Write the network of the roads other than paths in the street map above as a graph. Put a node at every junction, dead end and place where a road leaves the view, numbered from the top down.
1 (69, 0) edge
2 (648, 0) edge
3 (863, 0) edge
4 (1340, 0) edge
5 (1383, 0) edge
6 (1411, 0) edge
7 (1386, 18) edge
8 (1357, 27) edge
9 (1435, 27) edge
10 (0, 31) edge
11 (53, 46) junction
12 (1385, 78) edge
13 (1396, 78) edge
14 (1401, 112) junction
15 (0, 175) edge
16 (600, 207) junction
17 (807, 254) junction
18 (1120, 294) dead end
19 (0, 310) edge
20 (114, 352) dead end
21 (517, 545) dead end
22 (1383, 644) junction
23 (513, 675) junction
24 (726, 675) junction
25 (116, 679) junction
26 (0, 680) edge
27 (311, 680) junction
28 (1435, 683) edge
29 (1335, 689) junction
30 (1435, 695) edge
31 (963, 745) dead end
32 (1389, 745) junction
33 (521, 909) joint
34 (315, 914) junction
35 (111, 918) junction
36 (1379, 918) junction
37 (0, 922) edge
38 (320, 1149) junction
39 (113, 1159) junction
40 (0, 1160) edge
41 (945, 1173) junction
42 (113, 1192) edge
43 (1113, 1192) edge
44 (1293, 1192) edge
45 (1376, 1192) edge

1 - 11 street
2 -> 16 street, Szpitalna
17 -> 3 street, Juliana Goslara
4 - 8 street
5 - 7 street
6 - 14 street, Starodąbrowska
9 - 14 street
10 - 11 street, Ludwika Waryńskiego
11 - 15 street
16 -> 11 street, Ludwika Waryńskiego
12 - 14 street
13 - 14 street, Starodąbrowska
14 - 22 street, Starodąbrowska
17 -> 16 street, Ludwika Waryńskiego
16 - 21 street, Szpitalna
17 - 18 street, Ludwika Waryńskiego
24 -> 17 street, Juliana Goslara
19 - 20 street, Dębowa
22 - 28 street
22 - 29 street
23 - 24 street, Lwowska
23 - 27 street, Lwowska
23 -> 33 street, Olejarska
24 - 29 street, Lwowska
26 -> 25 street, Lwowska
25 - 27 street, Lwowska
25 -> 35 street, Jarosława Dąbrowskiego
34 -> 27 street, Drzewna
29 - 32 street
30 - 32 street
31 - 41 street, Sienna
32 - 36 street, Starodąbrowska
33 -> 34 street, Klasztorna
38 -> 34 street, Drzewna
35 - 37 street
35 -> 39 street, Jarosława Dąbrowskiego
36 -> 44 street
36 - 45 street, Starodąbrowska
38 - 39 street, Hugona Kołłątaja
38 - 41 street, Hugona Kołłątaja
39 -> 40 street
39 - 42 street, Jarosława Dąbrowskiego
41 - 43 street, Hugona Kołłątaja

----

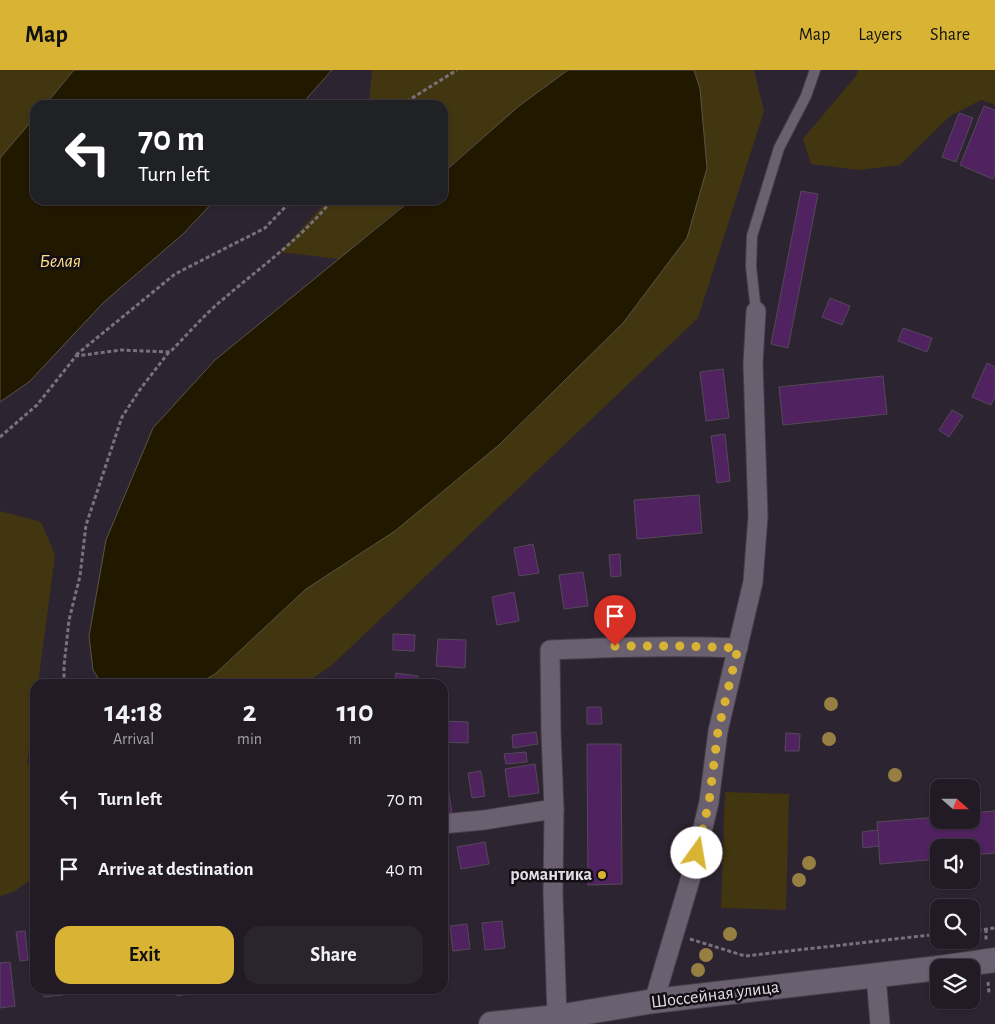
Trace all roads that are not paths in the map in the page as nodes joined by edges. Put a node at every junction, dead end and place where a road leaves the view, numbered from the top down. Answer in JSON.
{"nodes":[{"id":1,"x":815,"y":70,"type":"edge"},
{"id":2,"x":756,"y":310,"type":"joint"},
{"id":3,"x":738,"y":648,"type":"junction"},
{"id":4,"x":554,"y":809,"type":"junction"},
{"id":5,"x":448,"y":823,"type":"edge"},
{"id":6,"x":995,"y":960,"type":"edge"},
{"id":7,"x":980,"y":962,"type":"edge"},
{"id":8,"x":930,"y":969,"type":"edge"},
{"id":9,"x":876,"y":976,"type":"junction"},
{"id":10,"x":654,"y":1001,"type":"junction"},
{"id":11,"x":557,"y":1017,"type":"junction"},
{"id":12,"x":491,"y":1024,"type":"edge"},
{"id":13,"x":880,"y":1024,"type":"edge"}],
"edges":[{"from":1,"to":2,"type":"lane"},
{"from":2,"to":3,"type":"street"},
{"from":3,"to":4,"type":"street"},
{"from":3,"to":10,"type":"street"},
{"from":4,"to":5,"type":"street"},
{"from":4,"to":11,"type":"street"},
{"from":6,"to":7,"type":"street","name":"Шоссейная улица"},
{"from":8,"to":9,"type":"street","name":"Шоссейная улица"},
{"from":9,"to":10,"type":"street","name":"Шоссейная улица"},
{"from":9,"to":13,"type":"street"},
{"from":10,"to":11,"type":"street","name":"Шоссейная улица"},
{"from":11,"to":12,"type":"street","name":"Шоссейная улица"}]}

----

Problem requirements - Your reply should consist of one number: how many lines in the entries contain the string "Szpitalna".

Task result - 2